** Your assignment **
Output the material exactly, line by line.

___ Material supplied

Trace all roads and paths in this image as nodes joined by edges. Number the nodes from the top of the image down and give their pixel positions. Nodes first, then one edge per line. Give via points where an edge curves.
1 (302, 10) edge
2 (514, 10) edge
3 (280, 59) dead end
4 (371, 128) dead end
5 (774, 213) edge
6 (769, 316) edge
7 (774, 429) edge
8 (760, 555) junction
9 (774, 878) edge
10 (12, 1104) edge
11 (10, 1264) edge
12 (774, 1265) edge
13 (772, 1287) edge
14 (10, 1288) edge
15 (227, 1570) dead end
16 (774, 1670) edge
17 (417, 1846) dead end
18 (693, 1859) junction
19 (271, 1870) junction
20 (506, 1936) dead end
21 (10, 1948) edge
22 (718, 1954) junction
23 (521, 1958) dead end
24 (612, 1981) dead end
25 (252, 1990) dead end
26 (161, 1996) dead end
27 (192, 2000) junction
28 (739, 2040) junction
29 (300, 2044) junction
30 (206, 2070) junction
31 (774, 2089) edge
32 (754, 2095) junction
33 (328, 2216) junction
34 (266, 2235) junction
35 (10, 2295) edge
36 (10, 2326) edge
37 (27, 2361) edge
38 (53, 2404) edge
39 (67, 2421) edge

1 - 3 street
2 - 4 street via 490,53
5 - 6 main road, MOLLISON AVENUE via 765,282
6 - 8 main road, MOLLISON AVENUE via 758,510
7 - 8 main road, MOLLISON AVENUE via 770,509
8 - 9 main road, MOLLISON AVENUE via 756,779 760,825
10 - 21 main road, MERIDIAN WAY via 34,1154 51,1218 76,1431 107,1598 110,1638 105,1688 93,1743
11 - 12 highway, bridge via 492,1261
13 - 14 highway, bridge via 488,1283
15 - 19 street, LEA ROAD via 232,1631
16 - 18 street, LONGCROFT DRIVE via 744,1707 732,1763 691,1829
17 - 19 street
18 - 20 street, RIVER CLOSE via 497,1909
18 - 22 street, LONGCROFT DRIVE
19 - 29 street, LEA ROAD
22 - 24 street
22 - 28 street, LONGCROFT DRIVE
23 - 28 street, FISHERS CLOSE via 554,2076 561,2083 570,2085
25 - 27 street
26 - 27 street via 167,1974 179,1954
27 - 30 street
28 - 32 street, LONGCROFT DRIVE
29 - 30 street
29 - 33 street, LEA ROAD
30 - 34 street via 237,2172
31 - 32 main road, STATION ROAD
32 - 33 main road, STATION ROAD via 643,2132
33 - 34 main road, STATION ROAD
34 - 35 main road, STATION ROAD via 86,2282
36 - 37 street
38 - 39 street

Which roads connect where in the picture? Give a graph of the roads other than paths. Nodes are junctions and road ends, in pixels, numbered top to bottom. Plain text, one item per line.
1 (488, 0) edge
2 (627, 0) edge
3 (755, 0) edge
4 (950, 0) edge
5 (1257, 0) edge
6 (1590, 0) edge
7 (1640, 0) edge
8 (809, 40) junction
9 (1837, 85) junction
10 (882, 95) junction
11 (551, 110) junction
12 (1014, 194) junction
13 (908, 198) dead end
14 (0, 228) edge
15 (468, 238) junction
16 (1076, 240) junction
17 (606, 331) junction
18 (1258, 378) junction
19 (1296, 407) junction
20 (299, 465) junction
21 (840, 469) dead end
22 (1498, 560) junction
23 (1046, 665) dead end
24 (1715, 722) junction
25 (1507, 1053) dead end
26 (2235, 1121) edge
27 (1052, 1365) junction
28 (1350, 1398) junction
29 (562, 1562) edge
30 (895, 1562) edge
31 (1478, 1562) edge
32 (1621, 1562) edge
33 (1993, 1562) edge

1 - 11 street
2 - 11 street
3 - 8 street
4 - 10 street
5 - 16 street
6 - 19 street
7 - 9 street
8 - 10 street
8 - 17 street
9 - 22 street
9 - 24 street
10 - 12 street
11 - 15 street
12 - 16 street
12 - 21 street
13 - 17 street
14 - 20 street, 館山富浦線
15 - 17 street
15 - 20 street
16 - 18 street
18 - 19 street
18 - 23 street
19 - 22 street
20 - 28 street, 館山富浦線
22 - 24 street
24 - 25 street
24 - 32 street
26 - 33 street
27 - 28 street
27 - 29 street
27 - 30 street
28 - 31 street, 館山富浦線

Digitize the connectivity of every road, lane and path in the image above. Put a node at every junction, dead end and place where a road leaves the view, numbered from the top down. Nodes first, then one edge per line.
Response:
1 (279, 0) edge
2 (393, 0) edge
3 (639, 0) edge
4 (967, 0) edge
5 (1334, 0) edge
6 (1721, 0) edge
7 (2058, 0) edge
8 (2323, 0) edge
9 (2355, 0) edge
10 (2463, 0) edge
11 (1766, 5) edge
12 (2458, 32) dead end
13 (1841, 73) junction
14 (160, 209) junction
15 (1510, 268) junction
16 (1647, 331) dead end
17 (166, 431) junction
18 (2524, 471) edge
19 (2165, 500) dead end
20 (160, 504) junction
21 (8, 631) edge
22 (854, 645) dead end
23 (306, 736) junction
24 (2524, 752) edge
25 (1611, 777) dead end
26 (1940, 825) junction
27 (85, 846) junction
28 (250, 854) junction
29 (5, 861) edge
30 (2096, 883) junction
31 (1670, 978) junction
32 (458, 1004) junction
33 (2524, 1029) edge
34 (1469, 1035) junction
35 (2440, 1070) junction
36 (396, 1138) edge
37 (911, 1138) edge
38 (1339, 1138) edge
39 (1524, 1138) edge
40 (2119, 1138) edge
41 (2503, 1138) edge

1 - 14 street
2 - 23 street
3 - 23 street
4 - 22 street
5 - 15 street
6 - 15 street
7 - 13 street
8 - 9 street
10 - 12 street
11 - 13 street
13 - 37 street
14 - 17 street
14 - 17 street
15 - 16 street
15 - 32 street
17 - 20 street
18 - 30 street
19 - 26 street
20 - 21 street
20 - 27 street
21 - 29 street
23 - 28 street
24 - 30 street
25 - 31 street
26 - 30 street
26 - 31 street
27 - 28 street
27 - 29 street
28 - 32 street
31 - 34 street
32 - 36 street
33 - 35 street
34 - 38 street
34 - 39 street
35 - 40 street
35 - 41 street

______

** Task answer **
Trace all roads and paths in this image as nodes joined by edges. Number the nodes from the top of the image down and give their pixel positions. Nodes first, then one edge per line. Give via points where an edge curves.
1 (302, 10) edge
2 (514, 10) edge
3 (280, 59) dead end
4 (371, 128) dead end
5 (774, 213) edge
6 (769, 316) edge
7 (774, 429) edge
8 (760, 555) junction
9 (774, 878) edge
10 (12, 1104) edge
11 (10, 1264) edge
12 (774, 1265) edge
13 (772, 1287) edge
14 (10, 1288) edge
15 (227, 1570) dead end
16 (774, 1670) edge
17 (417, 1846) dead end
18 (693, 1859) junction
19 (271, 1870) junction
20 (506, 1936) dead end
21 (10, 1948) edge
22 (718, 1954) junction
23 (521, 1958) dead end
24 (612, 1981) dead end
25 (252, 1990) dead end
26 (161, 1996) dead end
27 (192, 2000) junction
28 (739, 2040) junction
29 (300, 2044) junction
30 (206, 2070) junction
31 (774, 2089) edge
32 (754, 2095) junction
33 (328, 2216) junction
34 (266, 2235) junction
35 (10, 2295) edge
36 (10, 2326) edge
37 (27, 2361) edge
38 (53, 2404) edge
39 (67, 2421) edge

1 - 3 street
2 - 4 street via 490,53
5 - 6 main road, MOLLISON AVENUE via 765,282
6 - 8 main road, MOLLISON AVENUE via 758,510
7 - 8 main road, MOLLISON AVENUE via 770,509
8 - 9 main road, MOLLISON AVENUE via 756,779 760,825
10 - 21 main road, MERIDIAN WAY via 34,1154 51,1218 76,1431 107,1598 110,1638 105,1688 93,1743
11 - 12 highway, bridge via 492,1261
13 - 14 highway, bridge via 488,1283
15 - 19 street, LEA ROAD via 232,1631
16 - 18 street, LONGCROFT DRIVE via 744,1707 732,1763 691,1829
17 - 19 street
18 - 20 street, RIVER CLOSE via 497,1909
18 - 22 street, LONGCROFT DRIVE
19 - 29 street, LEA ROAD
22 - 24 street
22 - 28 street, LONGCROFT DRIVE
23 - 28 street, FISHERS CLOSE via 554,2076 561,2083 570,2085
25 - 27 street
26 - 27 street via 167,1974 179,1954
27 - 30 street
28 - 32 street, LONGCROFT DRIVE
29 - 30 street
29 - 33 street, LEA ROAD
30 - 34 street via 237,2172
31 - 32 main road, STATION ROAD
32 - 33 main road, STATION ROAD via 643,2132
33 - 34 main road, STATION ROAD
34 - 35 main road, STATION ROAD via 86,2282
36 - 37 street
38 - 39 street

Which roads connect where in the picture? Give a graph of the roads other than paths. Nodes are junctions and road ends, in pixels, numbered top to bottom. Plain text, one item per line.
1 (488, 0) edge
2 (627, 0) edge
3 (755, 0) edge
4 (950, 0) edge
5 (1257, 0) edge
6 (1590, 0) edge
7 (1640, 0) edge
8 (809, 40) junction
9 (1837, 85) junction
10 (882, 95) junction
11 (551, 110) junction
12 (1014, 194) junction
13 (908, 198) dead end
14 (0, 228) edge
15 (468, 238) junction
16 (1076, 240) junction
17 (606, 331) junction
18 (1258, 378) junction
19 (1296, 407) junction
20 (299, 465) junction
21 (840, 469) dead end
22 (1498, 560) junction
23 (1046, 665) dead end
24 (1715, 722) junction
25 (1507, 1053) dead end
26 (2235, 1121) edge
27 (1052, 1365) junction
28 (1350, 1398) junction
29 (562, 1562) edge
30 (895, 1562) edge
31 (1478, 1562) edge
32 (1621, 1562) edge
33 (1993, 1562) edge

1 - 11 street
2 - 11 street
3 - 8 street
4 - 10 street
5 - 16 street
6 - 19 street
7 - 9 street
8 - 10 street
8 - 17 street
9 - 22 street
9 - 24 street
10 - 12 street
11 - 15 street
12 - 16 street
12 - 21 street
13 - 17 street
14 - 20 street, 館山富浦線
15 - 17 street
15 - 20 street
16 - 18 street
18 - 19 street
18 - 23 street
19 - 22 street
20 - 28 street, 館山富浦線
22 - 24 street
24 - 25 street
24 - 32 street
26 - 33 street
27 - 28 street
27 - 29 street
27 - 30 street
28 - 31 street, 館山富浦線

Digitize the connectivity of every road, lane and path in the image above. Put a node at every junction, dead end and place where a road leaves the view, numbered from the top down. Nodes first, then one edge per line.
Response:
1 (279, 0) edge
2 (393, 0) edge
3 (639, 0) edge
4 (967, 0) edge
5 (1334, 0) edge
6 (1721, 0) edge
7 (2058, 0) edge
8 (2323, 0) edge
9 (2355, 0) edge
10 (2463, 0) edge
11 (1766, 5) edge
12 (2458, 32) dead end
13 (1841, 73) junction
14 (160, 209) junction
15 (1510, 268) junction
16 (1647, 331) dead end
17 (166, 431) junction
18 (2524, 471) edge
19 (2165, 500) dead end
20 (160, 504) junction
21 (8, 631) edge
22 (854, 645) dead end
23 (306, 736) junction
24 (2524, 752) edge
25 (1611, 777) dead end
26 (1940, 825) junction
27 (85, 846) junction
28 (250, 854) junction
29 (5, 861) edge
30 (2096, 883) junction
31 (1670, 978) junction
32 (458, 1004) junction
33 (2524, 1029) edge
34 (1469, 1035) junction
35 (2440, 1070) junction
36 (396, 1138) edge
37 (911, 1138) edge
38 (1339, 1138) edge
39 (1524, 1138) edge
40 (2119, 1138) edge
41 (2503, 1138) edge

1 - 14 street
2 - 23 street
3 - 23 street
4 - 22 street
5 - 15 street
6 - 15 street
7 - 13 street
8 - 9 street
10 - 12 street
11 - 13 street
13 - 37 street
14 - 17 street
14 - 17 street
15 - 16 street
15 - 32 street
17 - 20 street
18 - 30 street
19 - 26 street
20 - 21 street
20 - 27 street
21 - 29 street
23 - 28 street
24 - 30 street
25 - 31 street
26 - 30 street
26 - 31 street
27 - 28 street
27 - 29 street
28 - 32 street
31 - 34 street
32 - 36 street
33 - 35 street
34 - 38 street
34 - 39 street
35 - 40 street
35 - 41 street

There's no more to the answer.